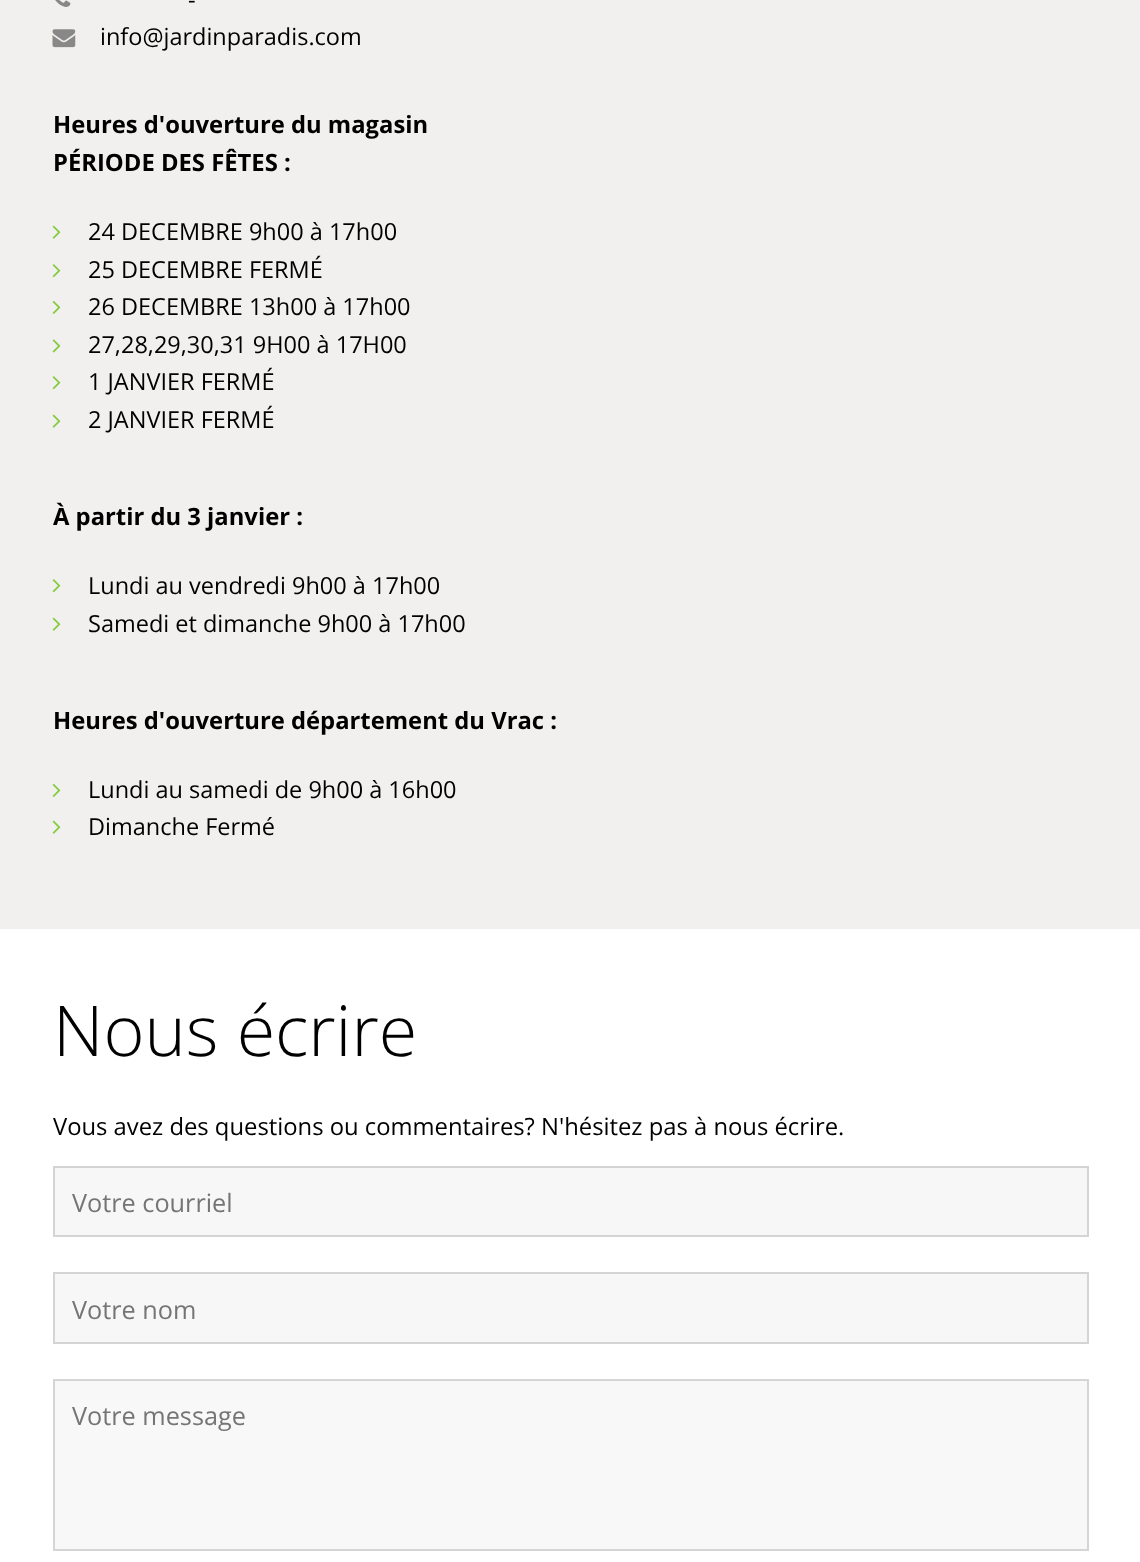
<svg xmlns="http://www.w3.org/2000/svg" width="1140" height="1562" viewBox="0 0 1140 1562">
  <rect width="100%" height="100%" fill="#fff"/>
  <path d="M0 0h1140v929H0z" fill="#f2f0ef"/>
  <image x="55" y="0" width="16" height="7" href="img/1.png"/>
  <image x="52" y="29" width="24" height="19" href="img/2.png"/>
  <image x="52" y="225" width="9" height="14" href="img/3.png"/>
  <image x="52" y="264" width="9" height="14" href="img/4.png"/>
  <image x="52" y="300" width="9" height="14" href="img/5.png"/>
  <image x="52" y="339" width="9" height="14" href="img/6.png"/>
  <image x="52" y="376" width="9" height="14" href="img/4.png"/>
  <image x="52" y="414" width="9" height="14" href="img/3.png"/>
  <image x="52" y="579" width="9" height="14" href="img/4.png"/>
  <image x="52" y="617" width="9" height="14" href="img/3.png"/>
  <image x="52" y="783" width="9" height="14" href="img/5.png"/>
  <image x="52" y="820" width="9" height="14" href="img/3.png"/>
  <path d="M54 1167h1034v69H54z" fill="#f7f7f7" stroke="#d4d4d4" stroke-width="2"/>
  <path d="M54 1273h1034v70H54z" fill="#f7f7f7" stroke="#d4d4d4" stroke-width="2"/>
  <path d="M54 1380h1034v170H54z" fill="#f8f8f8" stroke="#d5d5d5" stroke-width="2"/>
  <g font-family="Open Sans" font-size="23.5" fill="#000">
    <text x="188" y="8">-</text>
    <text x="100" y="45">info@jardinparadis.com</text>
  </g>
  <g font-family="Open Sans" font-size="23.8" font-weight="bold" fill="#000">
    <text x="53" y="133">Heures d'ouverture du magasin</text>
    <text x="53" y="171">PÉRIODE DES FÊTES :</text>
  </g>
  <g font-family="Open Sans" font-size="23.5" fill="#000">
    <text x="88" y="240">24 DECEMBRE 9h00 à 17h00</text>
    <text x="88" y="278">25 DECEMBRE FERMÉ</text>
    <text x="88" y="315">26 DECEMBRE 13h00 à 17h00</text>
    <text x="88" y="353">27,28,29,30,31 9H00 à 17H00</text>
    <text x="88" y="390">1 JANVIER FERMÉ</text>
    <text x="88" y="428">2 JANVIER FERMÉ</text>
  </g>
  <text x="53" y="525" font-family="Open Sans" font-size="23.8" font-weight="bold" fill="#000">À partir du 3 janvier :</text>
  <g font-family="Open Sans" font-size="23.5" fill="#000">
    <text x="88" y="594">Lundi au vendredi 9h00 à 17h00</text>
    <text x="88" y="632">Samedi et dimanche 9h00 à 17h00</text>
  </g>
  <text x="53" y="729" font-family="Open Sans" font-size="23.8" font-weight="bold" fill="#000">Heures d'ouverture département du Vrac :</text>
  <g font-family="Open Sans" font-size="23.5" fill="#000">
    <text x="88" y="798">Lundi au samedi de 9h00 à 16h00</text>
    <text x="88" y="835">Dimanche Fermé</text>
  </g>
  <text x="53" y="1056" font-family="Open Sans" font-size="70" font-weight="300" fill="#000">Nous écrire</text>
  <text x="53" y="1135" font-family="Open Sans" font-size="23.8" fill="#000">Vous avez des questions ou commentaires? N'hésitez pas à nous écrire.</text>
  <g font-family="Open Sans" font-size="25.25" fill="#757575">
    <text x="72" y="1212">Votre courriel</text>
    <text x="72" y="1319">Votre nom</text>
    <text x="72" y="1425">Votre message</text>
  </g>
</svg>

******************************

Assignment:
Take the entries above and copy out all lines with the string "path".

Task response:
  <path d="M0 0h1140v929H0z" fill="#f2f0ef"/>
  <path d="M54 1167h1034v69H54z" fill="#f7f7f7" stroke="#d4d4d4" stroke-width="2"/>
  <path d="M54 1273h1034v70H54z" fill="#f7f7f7" stroke="#d4d4d4" stroke-width="2"/>
  <path d="M54 1380h1034v170H54z" fill="#f8f8f8" stroke="#d5d5d5" stroke-width="2"/>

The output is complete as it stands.